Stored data
----------------

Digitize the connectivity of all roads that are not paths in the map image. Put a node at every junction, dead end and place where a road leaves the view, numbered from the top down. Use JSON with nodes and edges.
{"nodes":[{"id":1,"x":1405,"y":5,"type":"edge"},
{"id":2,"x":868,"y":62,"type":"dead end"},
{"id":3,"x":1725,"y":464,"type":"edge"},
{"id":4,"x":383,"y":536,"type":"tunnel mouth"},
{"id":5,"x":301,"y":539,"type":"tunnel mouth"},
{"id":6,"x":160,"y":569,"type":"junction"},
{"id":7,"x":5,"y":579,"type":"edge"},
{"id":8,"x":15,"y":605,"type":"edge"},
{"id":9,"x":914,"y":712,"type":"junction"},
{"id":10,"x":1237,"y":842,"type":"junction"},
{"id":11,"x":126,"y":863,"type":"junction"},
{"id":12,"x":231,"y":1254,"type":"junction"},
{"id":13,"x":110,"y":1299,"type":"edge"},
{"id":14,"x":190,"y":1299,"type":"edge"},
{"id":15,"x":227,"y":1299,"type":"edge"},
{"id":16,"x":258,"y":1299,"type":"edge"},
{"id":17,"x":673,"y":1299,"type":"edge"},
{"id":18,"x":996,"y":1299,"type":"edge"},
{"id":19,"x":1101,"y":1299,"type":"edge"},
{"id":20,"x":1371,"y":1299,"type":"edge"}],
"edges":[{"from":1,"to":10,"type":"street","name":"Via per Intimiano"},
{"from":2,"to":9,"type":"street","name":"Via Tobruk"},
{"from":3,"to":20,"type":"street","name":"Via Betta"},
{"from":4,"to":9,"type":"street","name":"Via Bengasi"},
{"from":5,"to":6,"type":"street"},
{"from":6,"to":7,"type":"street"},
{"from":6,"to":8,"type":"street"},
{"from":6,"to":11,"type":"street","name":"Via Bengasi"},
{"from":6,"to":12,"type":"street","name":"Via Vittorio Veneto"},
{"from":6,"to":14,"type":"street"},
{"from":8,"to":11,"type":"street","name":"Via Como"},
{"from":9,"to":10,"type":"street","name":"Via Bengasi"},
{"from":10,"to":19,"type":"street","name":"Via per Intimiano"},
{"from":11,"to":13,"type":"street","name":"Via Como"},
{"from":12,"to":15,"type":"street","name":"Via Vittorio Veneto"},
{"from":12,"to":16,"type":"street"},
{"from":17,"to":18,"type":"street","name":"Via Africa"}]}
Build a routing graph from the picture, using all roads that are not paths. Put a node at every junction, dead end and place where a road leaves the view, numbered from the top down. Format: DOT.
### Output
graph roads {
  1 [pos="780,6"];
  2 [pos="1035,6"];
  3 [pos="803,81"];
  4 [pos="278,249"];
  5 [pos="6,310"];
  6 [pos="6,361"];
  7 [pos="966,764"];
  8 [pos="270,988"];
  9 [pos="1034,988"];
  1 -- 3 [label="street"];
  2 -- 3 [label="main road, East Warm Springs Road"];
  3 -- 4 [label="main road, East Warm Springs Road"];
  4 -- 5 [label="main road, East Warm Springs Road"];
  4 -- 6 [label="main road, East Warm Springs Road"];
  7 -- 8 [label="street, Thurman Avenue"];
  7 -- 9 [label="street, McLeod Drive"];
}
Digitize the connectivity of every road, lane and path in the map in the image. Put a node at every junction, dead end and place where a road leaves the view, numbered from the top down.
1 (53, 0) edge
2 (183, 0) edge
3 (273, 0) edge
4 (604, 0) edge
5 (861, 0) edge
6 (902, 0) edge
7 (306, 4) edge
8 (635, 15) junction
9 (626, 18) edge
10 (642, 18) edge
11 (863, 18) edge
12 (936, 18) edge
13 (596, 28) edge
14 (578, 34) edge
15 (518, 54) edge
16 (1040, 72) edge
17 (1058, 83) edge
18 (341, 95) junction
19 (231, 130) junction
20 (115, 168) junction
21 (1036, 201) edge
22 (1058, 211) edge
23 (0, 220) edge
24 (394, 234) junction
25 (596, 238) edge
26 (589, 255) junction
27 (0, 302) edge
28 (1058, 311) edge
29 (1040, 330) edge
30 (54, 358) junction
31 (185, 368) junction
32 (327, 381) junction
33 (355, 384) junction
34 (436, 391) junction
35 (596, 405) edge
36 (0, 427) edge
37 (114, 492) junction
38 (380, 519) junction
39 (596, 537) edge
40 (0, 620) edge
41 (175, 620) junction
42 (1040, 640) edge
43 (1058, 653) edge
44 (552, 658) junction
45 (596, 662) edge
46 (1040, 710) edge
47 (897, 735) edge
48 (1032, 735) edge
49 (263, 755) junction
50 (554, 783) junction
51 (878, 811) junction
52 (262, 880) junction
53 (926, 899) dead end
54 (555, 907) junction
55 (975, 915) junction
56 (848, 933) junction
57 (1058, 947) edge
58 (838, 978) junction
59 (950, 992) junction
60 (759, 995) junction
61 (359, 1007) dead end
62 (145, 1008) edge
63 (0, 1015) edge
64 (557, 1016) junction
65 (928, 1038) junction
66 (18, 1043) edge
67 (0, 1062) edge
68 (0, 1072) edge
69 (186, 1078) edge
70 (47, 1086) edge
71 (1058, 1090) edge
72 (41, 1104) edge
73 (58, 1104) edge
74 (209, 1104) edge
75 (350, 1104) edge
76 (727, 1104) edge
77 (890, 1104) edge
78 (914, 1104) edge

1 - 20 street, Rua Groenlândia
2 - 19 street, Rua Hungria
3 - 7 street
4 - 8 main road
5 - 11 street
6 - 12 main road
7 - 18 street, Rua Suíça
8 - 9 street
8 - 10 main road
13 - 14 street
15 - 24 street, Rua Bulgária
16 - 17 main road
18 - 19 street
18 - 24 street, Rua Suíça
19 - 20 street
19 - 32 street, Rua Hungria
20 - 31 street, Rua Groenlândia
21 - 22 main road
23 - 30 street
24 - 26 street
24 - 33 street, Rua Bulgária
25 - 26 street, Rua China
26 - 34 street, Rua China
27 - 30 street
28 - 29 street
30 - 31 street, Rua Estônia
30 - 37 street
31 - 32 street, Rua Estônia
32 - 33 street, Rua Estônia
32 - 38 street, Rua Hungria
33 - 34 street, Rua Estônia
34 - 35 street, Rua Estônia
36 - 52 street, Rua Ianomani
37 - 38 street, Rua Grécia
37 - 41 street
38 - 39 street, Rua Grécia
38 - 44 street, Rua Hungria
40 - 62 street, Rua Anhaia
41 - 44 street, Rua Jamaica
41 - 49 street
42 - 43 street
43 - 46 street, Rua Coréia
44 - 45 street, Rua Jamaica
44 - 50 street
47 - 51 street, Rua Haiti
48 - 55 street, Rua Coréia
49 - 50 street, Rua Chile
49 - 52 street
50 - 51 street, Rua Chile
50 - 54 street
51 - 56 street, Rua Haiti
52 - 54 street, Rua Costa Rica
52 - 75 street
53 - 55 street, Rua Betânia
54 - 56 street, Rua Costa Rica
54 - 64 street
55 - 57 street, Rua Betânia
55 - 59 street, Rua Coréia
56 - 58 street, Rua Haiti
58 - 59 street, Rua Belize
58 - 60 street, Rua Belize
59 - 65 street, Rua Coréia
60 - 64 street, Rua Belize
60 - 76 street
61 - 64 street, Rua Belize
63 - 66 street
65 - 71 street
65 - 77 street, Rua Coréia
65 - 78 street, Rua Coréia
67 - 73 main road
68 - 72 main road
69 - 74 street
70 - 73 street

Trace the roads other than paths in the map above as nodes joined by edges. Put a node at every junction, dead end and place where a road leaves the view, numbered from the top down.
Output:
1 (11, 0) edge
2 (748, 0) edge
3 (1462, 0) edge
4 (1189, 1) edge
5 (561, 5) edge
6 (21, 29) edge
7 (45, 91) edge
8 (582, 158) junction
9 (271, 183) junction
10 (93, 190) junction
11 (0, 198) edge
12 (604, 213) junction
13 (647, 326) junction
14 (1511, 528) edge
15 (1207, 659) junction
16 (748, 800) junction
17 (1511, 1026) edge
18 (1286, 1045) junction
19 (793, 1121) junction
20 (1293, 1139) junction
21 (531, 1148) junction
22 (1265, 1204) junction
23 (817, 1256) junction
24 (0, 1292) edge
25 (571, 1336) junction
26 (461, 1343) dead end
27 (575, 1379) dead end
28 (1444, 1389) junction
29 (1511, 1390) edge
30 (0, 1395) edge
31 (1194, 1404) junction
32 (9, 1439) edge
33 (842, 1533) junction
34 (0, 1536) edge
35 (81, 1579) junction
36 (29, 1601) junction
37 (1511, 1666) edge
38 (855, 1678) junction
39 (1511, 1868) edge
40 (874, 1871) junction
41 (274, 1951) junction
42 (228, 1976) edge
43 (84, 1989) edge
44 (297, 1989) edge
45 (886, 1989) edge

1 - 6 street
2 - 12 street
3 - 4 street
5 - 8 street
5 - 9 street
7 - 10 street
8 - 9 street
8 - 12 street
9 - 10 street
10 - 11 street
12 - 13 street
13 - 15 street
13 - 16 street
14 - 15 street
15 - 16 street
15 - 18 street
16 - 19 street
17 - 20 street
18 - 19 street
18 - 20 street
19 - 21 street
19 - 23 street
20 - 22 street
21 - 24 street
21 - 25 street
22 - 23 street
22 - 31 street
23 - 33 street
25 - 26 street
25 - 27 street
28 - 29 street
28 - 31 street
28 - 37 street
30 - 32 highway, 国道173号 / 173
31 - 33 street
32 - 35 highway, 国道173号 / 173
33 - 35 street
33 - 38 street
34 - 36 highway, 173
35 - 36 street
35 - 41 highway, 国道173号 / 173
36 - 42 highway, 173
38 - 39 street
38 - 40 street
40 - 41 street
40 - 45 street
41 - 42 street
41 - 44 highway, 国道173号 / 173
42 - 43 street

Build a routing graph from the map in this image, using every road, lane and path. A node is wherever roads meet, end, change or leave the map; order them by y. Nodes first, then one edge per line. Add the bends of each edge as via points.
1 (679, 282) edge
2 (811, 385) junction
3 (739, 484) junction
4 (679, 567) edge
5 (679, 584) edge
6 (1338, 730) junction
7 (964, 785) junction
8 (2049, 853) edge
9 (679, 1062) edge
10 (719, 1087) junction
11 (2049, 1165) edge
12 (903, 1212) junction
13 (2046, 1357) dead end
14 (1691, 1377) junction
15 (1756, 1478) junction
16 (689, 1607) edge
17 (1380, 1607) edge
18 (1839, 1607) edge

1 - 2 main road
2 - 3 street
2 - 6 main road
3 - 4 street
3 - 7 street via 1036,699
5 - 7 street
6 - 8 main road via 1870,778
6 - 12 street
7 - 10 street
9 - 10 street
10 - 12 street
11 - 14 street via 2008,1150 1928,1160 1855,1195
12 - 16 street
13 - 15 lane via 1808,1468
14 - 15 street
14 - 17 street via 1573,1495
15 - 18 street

----------------

• **WHAT YOU ARE ASKED TO DO**
Would you report every line of the entries above containing the word "Betânia"?

• **ANSWER TO THE PROBLEM**
53 - 55 street, Rua Betânia
55 - 57 street, Rua Betânia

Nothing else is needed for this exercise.